## Task directions
Extract every entry word for word. Skip the pictures.

## Supplied data
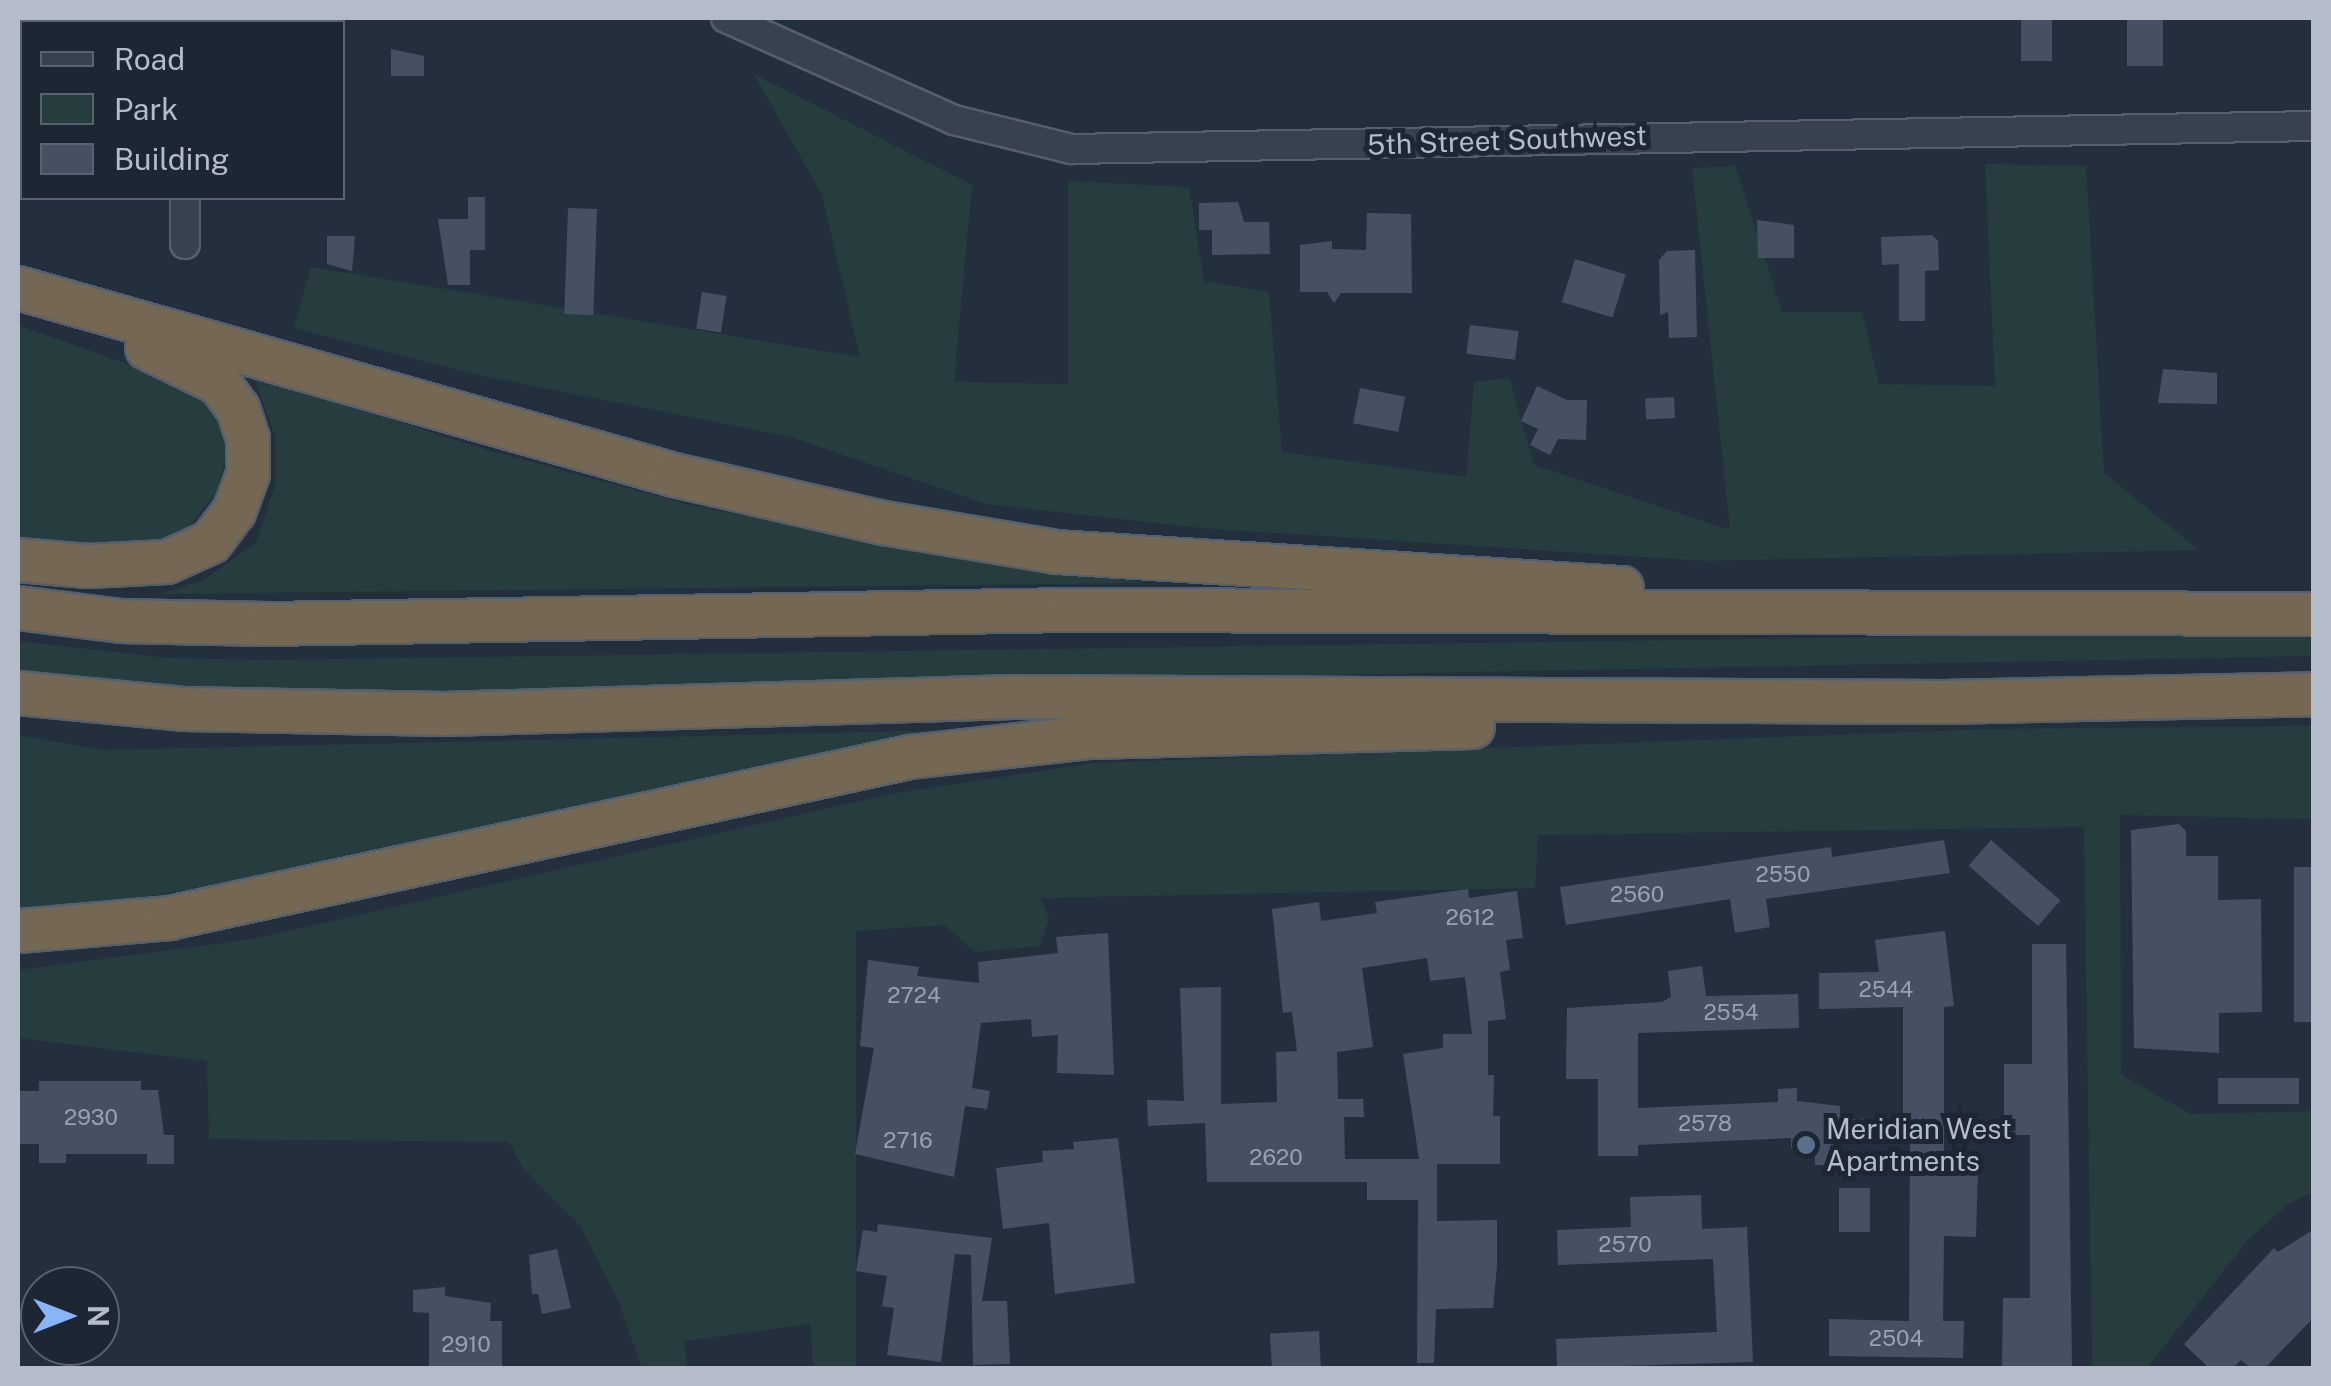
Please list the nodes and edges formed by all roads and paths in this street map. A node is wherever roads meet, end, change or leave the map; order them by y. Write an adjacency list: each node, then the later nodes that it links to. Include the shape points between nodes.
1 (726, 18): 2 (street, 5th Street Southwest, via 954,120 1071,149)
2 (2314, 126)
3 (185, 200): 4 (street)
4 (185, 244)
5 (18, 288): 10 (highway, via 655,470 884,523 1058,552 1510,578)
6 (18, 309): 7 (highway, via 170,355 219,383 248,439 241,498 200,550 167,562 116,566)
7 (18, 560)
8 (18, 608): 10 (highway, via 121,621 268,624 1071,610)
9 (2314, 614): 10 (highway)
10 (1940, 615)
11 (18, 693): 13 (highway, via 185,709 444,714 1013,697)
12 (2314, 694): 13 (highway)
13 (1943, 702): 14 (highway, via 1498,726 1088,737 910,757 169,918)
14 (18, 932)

## The completed task
Please list the nodes and edges formed by all roads and paths in this street map. A node is wherever roads meet, end, change or leave the map; order them by y. Write an adjacency list: each node, then the later nodes that it links to. Include the shape points between nodes.
1 (726, 18): 2 (street, 5th Street Southwest, via 954,120 1071,149)
2 (2314, 126)
3 (185, 200): 4 (street)
4 (185, 244)
5 (18, 288): 10 (highway, via 655,470 884,523 1058,552 1510,578)
6 (18, 309): 7 (highway, via 170,355 219,383 248,439 241,498 200,550 167,562 116,566)
7 (18, 560)
8 (18, 608): 10 (highway, via 121,621 268,624 1071,610)
9 (2314, 614): 10 (highway)
10 (1940, 615)
11 (18, 693): 13 (highway, via 185,709 444,714 1013,697)
12 (2314, 694): 13 (highway)
13 (1943, 702): 14 (highway, via 1498,726 1088,737 910,757 169,918)
14 (18, 932)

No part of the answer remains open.